I never saw the film “The Mission” but I read about it and have visited the site of one of the best known and best preserved Jesuit missions in North Eastern Argentina whilst on a bird watching trip. The history of the Jesuits in Paraguay, Uruguay, Brazil and Argentina is a fascinating one. How you see their role, as a vanished Arcadia, a kind of primitive socialism or as one of enslavement, exploitation and enforced Christianity depends upon your outlook but they were certainly a force to be reckoned with. Between 1609 and 1767 when they were forcibly expelled from Spanish South America by Carlos the third of Spain they founded about 50 missions creating great wealth and economic power, controlled the native Guarini indians (thus controlling the available labour force,) trained their own militia, and rumour has it, also mined precious metals.

The story of their flight Southwards when attacked by the slave hunting Bandeirantes from San Paulo is remarkable. 10,000 converts on 700 rafts floated down river until halted by the Guaira Falls. They marched for 8 days, on both sides of the river, hacking their way through dense virgin forest and built new rafts below the falls ending up 450 miles away from where they had started out, and then they built new missions! Each mission was run by only two priests, all other Europeans being strictly excluded, so control was absolute. It wasn’t until the Jesuits resisted with arms a treaty of 1750 between Spain and Portugal which placed seven missions under Portuguese control that the extent of their power became obvious and their end in sight. There is definitely more to this life than just pigeon racing!

The little cock Sparrowhawk never even saw my birds until he was suddenly in the middle of a mass panic. He’d come in fast and low from the West over the scrubby pock-marked field using as always every inch of cover and flicked up and over the loft from behind some overgrown Elderberry trees. The youngsters on the ridge tiles didn’t see him coming at all. If he’d wanted one it would have been dead. He rolled over the fence and was gone before my pigeons got into top gear. But get into it they did. And how. Such speed! It was a perfect demonstration of the so-called “Flight or Fight” reaction where the body is instantly mobilised in life-threatening situations. Adrenaline is released in huge quantities, the heart rate shoots up and the flow of blood to the muscles is instant and dramatic. Should it be fight or flight, either way you need the muscles, working at their best, to survive.

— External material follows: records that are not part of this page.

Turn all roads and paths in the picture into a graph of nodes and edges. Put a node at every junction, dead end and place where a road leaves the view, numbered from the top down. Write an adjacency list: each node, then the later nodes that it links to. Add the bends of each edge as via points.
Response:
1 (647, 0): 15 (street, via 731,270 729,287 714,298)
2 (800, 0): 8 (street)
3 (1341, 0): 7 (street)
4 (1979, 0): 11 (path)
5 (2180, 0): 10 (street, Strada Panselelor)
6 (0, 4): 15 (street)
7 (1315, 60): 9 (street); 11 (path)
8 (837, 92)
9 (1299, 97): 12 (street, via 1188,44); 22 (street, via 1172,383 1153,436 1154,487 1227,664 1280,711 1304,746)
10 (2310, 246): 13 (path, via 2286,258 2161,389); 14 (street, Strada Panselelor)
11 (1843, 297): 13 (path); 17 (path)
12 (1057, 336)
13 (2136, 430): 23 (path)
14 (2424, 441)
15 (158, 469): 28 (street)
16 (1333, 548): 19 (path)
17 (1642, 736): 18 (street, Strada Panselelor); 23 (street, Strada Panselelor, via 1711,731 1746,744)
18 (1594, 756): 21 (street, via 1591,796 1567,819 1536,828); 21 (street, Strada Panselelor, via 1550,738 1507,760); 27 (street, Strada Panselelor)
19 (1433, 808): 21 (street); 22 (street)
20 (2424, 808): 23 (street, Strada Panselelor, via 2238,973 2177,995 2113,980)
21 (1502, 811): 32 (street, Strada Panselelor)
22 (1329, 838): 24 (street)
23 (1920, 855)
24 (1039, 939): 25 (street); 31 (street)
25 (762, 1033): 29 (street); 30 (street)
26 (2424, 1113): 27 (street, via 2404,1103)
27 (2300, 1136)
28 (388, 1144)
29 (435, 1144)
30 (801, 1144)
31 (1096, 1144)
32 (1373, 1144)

We used to demonstrate this reaction to medical students using a technique called Plethysmography. I would tailor make a Latex sleeve which fitted around a students arm and was fixed into a bath of warm water which his arm went through. Any increase in the volume of the volunteer’s arm caused by increased blood flow to the muscles would be recorded via air transmission (there were no strain gauges in those days) and recorded on a smoked drum or by a pen recorder. There are many ways to alter blood flow in a human subject, embarrassment and mental confusion being amongst them, but shock was by far the best.

My job was to stand on the bench, the other side of the half- opened door next to the subject’s back. With a 12 bore shotgun! When the lecturer said to the watching students the key words, “we now have a nice level baseline” I would give the subject the full benefit of both barrels being fired two feet away from his (it was never a her) ears. Of course I was firing blanks but it was spectacular to watch the “Flight or Fight” reaction take place.


It was always flight! Many a half asleep subject would break every connection attached to him, electrical or otherwise, and be yards away with the bath hanging off his arm before he quite realised what was happening. Reaction to totally unexpected events can be quite dramatic! The Health and Safety at Work Act stopped my fun with the shotgun and the crash of a biscuit tin full of broken glass being thrown to the floor proved a very poor substitute. Such a shame!